Probably not entirely, or at least not within the single weekend of free time I have available. But it should still be amusing to see how far we can get.
The simplest approach is probably to use spaCy to identify and parse out all the nouns, verbs, adjectives and adverbs from a sentence. Then we can attach a random dodge modifier to each word, throw in a final dodge sentence ender and see what we get:
Original :
The rabbit sped down the river
Processed:
so rabbit
very sped
much river
amaze
Not bad for a first try. Obvious problem with “very sped” though; dodge tries to avoid conjugation. Fortunately spaCy lets you extract the lemma from a verb:
Original:
The rabbit sped down the river
Processed:
very rabbit
many speed
so river
excite
Sadly this simple approach starts to fall apart the more complex the sentence gets:
Original:
The Outside dogs, whose digestions had not been trained by chronic famine to make the most of little, had voracious appetites
Processed:
so outside
such dogs
such digestions
very train
many chronic
much famine
so make
many most
very little
so voracious
such appetites
wow
For this sort of multi-part sentence we would ideally want to just focus on a few core ideas and boil the entire phrase down to something like “Such dogs. Much appetite. Amaze.”
We can work towards this goal by using spaCy to extract not just a list of words but an entire sentence diagram highlighting the main noun, verb and object. We can use this to doge just the core idea of a sentence:
Original:
The Outside dogs, whose digestions had not been trained by chronic famine to make the most of little, had voracious appetites
Processed:
so dog
very have
much appetite
amaze
Not bad. Let’s try it out on another:
Original:
A rest comes very good after one has travelled three thousand miles, and it must be confessed that Buck waxed lazy as his wounds healed, his muscles swelled out, and the flesh came back to cover his bones.
Processed:
so rest
so come
amaze
This time a bit too much got cut out and the remaining core idea is an English idiom that makes no sense in isolation. This is a trend that repeats itself though much of the more interesting sentences in the book.
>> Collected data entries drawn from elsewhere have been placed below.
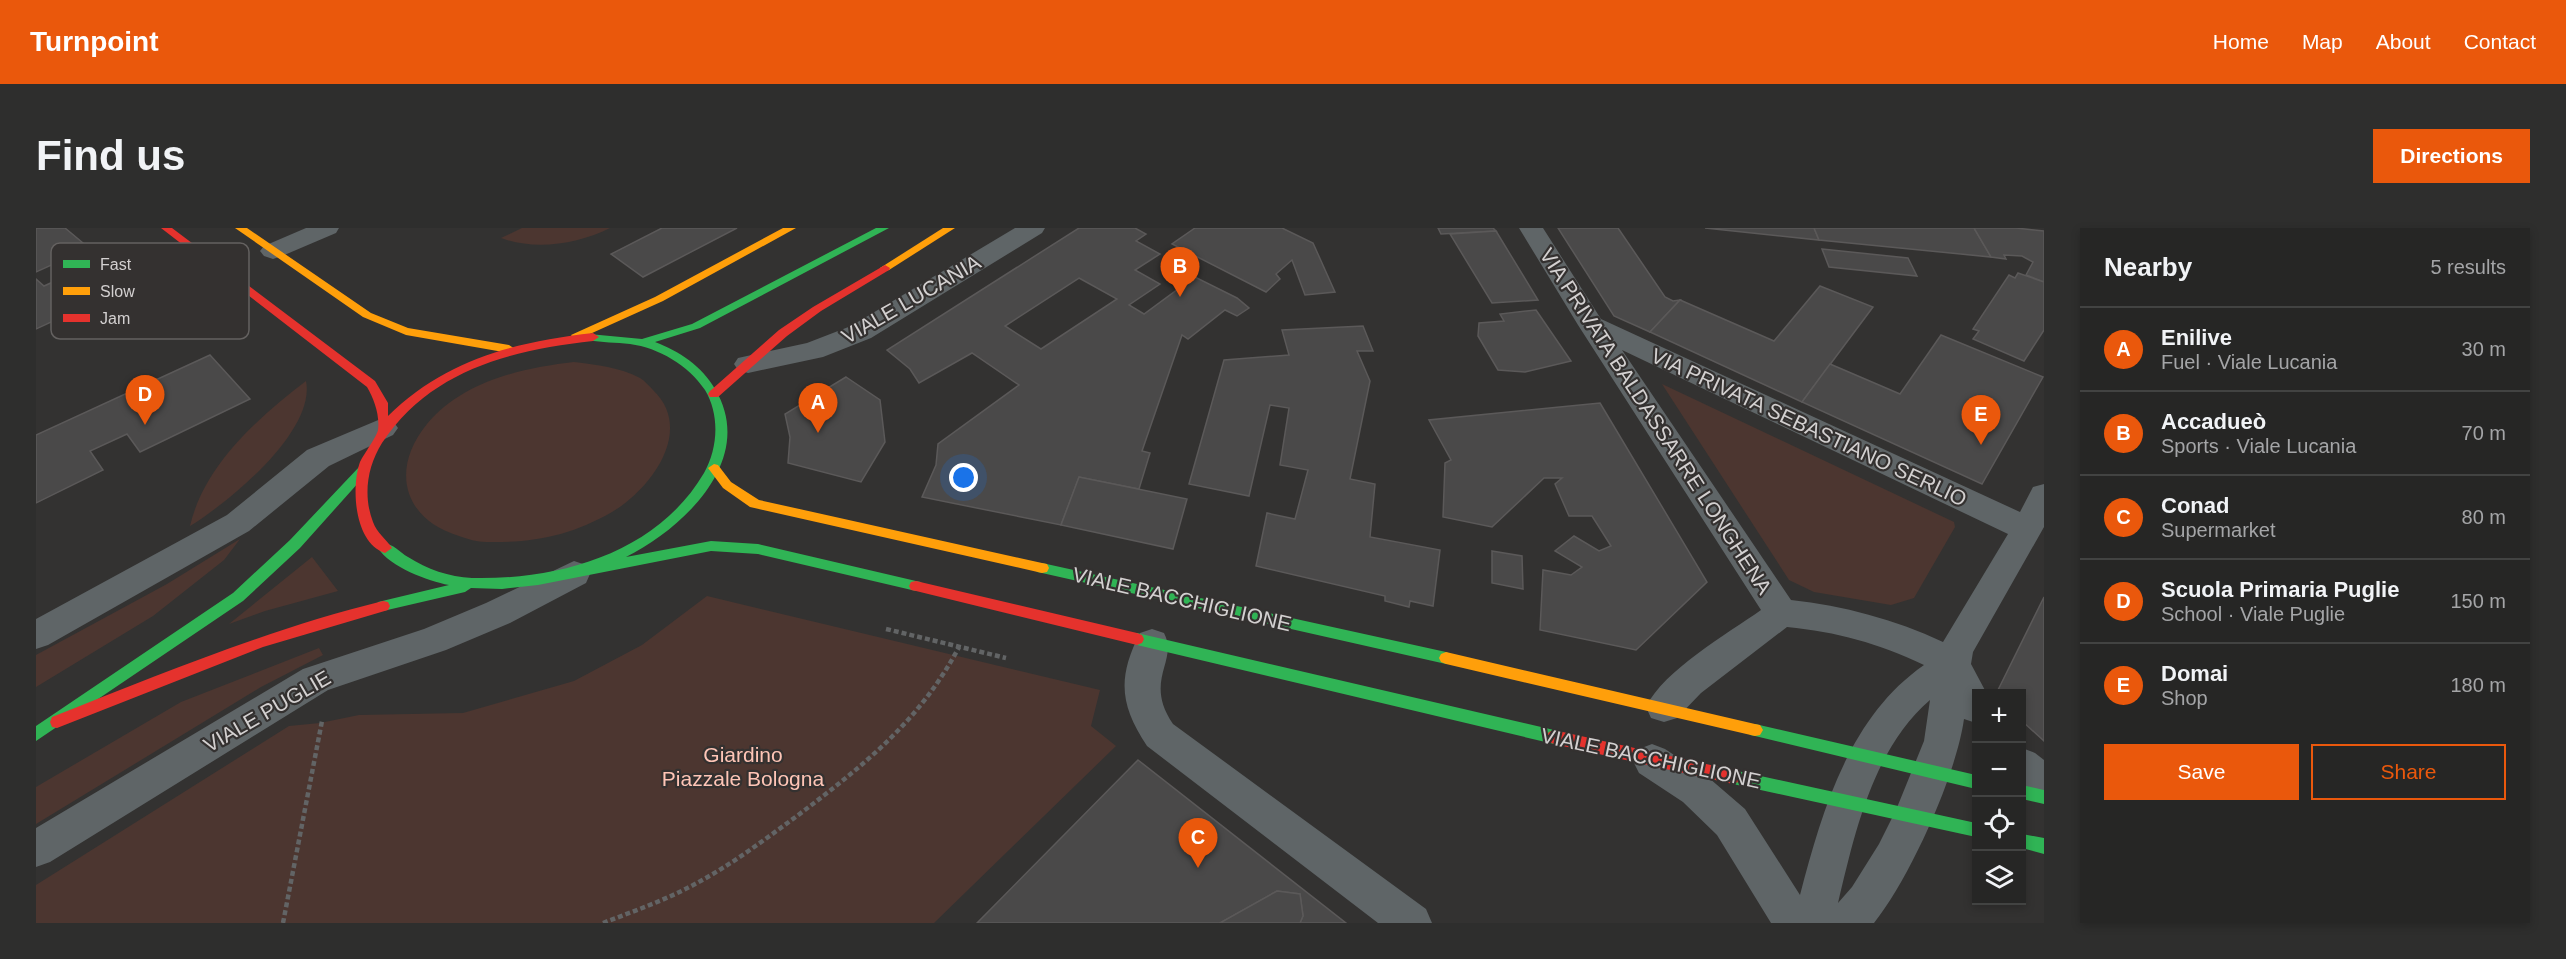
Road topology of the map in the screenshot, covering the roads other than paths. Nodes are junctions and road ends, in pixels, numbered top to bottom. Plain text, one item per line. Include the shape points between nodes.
1 (166, 228) edge
2 (240, 228) edge
3 (327, 228) edge
4 (791, 228) edge
5 (884, 228) edge
6 (950, 228) edge
7 (1033, 228) edge
8 (1531, 228) edge
9 (186, 243) edge
10 (273, 251) junction
11 (249, 290) edge
12 (1591, 325) junction
13 (567, 339) junction
14 (644, 342) junction
15 (511, 349) junction
16 (748, 364) junction
17 (714, 394) junction
18 (383, 428) junction
19 (714, 468) junction
20 (364, 469) junction
21 (2044, 495) edge
22 (2027, 529) junction
23 (577, 572) junction
24 (473, 585) junction
25 (1781, 613) junction
26 (36, 635) edge
27 (1152, 643) junction
28 (1953, 663) junction
29 (1972, 699) edge
30 (1664, 707) junction
31 (57, 722) junction
32 (36, 734) edge
33 (1868, 758) junction
34 (1650, 760) junction
35 (2026, 768) edge
36 (1928, 772) junction
37 (1972, 781) edge
38 (2044, 783) edge
39 (2026, 793) edge
40 (2044, 797) edge
41 (1848, 801) junction
42 (1913, 816) junction
43 (1972, 829) edge
44 (2026, 842) edge
45 (2044, 846) edge
46 (36, 849) edge
47 (1411, 923) edge
48 (1794, 923) edge
49 (1813, 923) edge
50 (1848, 923) edge

1 - 9 main road
2 - 10 main road
3 - 10 street
4 - 13 main road via 660,299
5 - 14 main road via 696,326
6 - 16 main road, VIALE LUCANIA via 826,303
7 - 16 street, VIALE LUCANIA via 861,332 813,351
8 - 12 street, VIA PRIVATA BALDASSARRE LONGHENA
10 - 15 main road via 367,315 406,331
11 - 18 main road via 370,384 382,403
12 - 22 street, VIA PRIVATA SEBASTIANO SERLIO
12 - 25 street, VIA PRIVATA BALDASSARRE LONGHENA
13 - 14 main road via 593,337
13 - 15 main road
14 - 17 main road via 693,369
15 - 18 main road via 452,374 402,408
16 - 17 main road, VIALE LUCANIA
17 - 19 main road via 722,416 722,441
18 - 20 main road
18 - 26 street via 318,458 238,523
19 - 23 main road via 681,512 656,533 626,552
19 - 30 main road, VIALE BACCHIGLIONE via 727,485 755,504
20 - 24 main road via 360,501 370,532 393,557 428,576
20 - 31 main road via 296,544 238,597
21 - 22 street
22 - 28 street via 1956,650
23 - 24 main road via 526,582
23 - 27 main road, VIALE BACCHIGLIONE via 711,546 734,546
23 - 46 street, VIALE PUGLIE via 498,613 434,640 316,679
24 - 31 main road via 349,614 247,646
25 - 28 street via 1830,618 1887,634
25 - 30 street via 1688,682
27 - 34 main road, VIALE BACCHIGLIONE
27 - 47 street via 1140,691 1144,714 1160,735
28 - 29 street
28 - 33 street via 1901,704
28 - 36 street via 1942,741
30 - 33 main road, VIALE BACCHIGLIONE
31 - 32 main road
33 - 36 main road, VIALE BACCHIGLIONE
33 - 41 street
34 - 41 main road, VIALE BACCHIGLIONE
34 - 48 street via 1696,790 1731,822
35 - 38 street
36 - 37 main road, VIALE BACCHIGLIONE
36 - 42 street
39 - 40 main road
41 - 42 main road, VIALE BACCHIGLIONE
41 - 49 street
42 - 43 main road, VIALE BACCHIGLIONE
42 - 50 street via 1893,857
44 - 45 main road

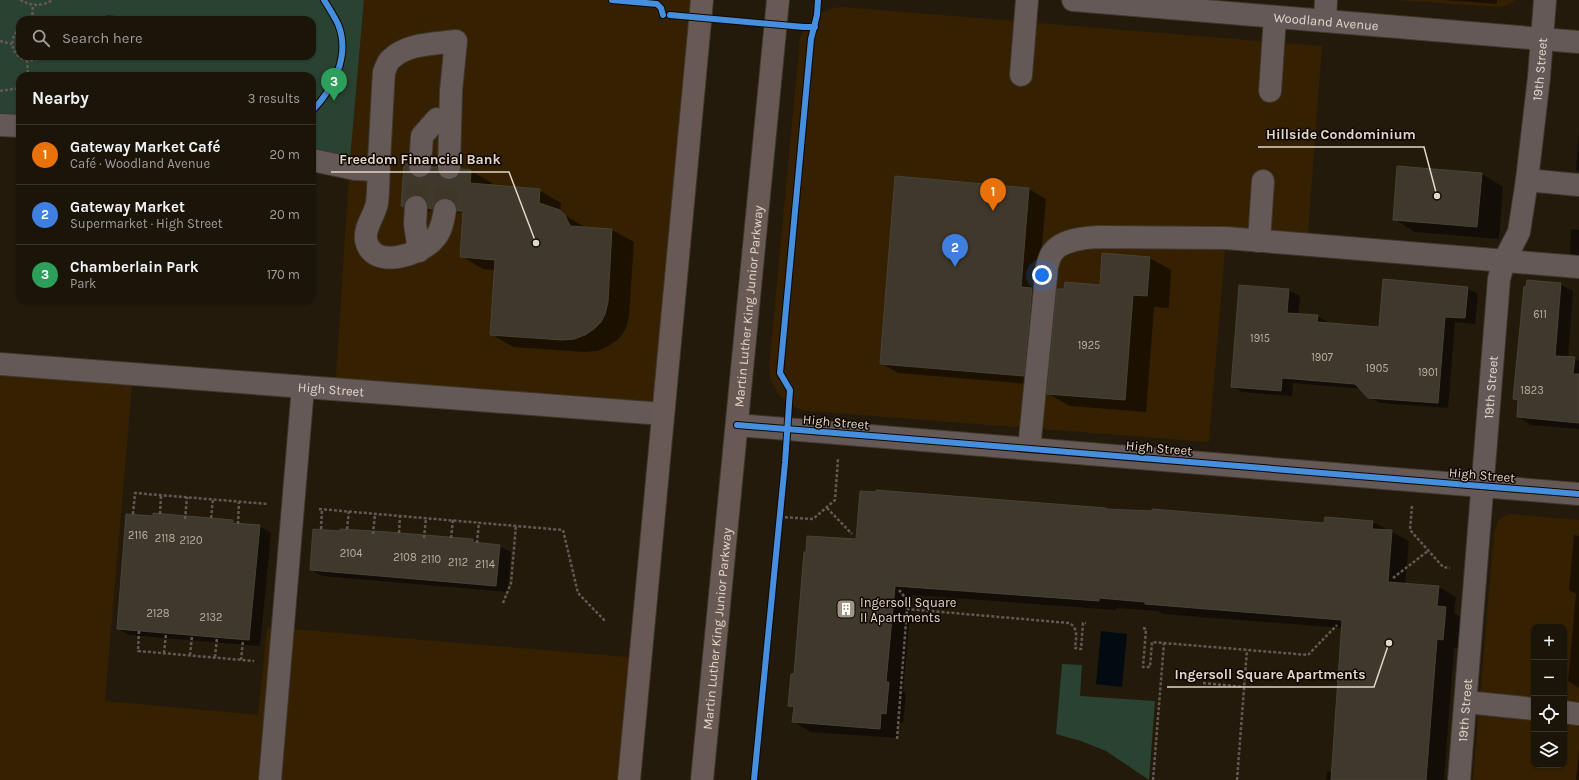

Jack London just has a love for sentences where the grammatical core is some unimportant observation and the real meat of the idea is separated off by a conjunction or hidden in an aside or propositional phrase. This is perfectly lovely writing, but it’s more than a bit confusing for simple sentence parsing.
With enough time I’m sure a spaCy powered solution to extract these “hidden” sub-sentences and covert them into passable Doge could be found. But alas, time grows short..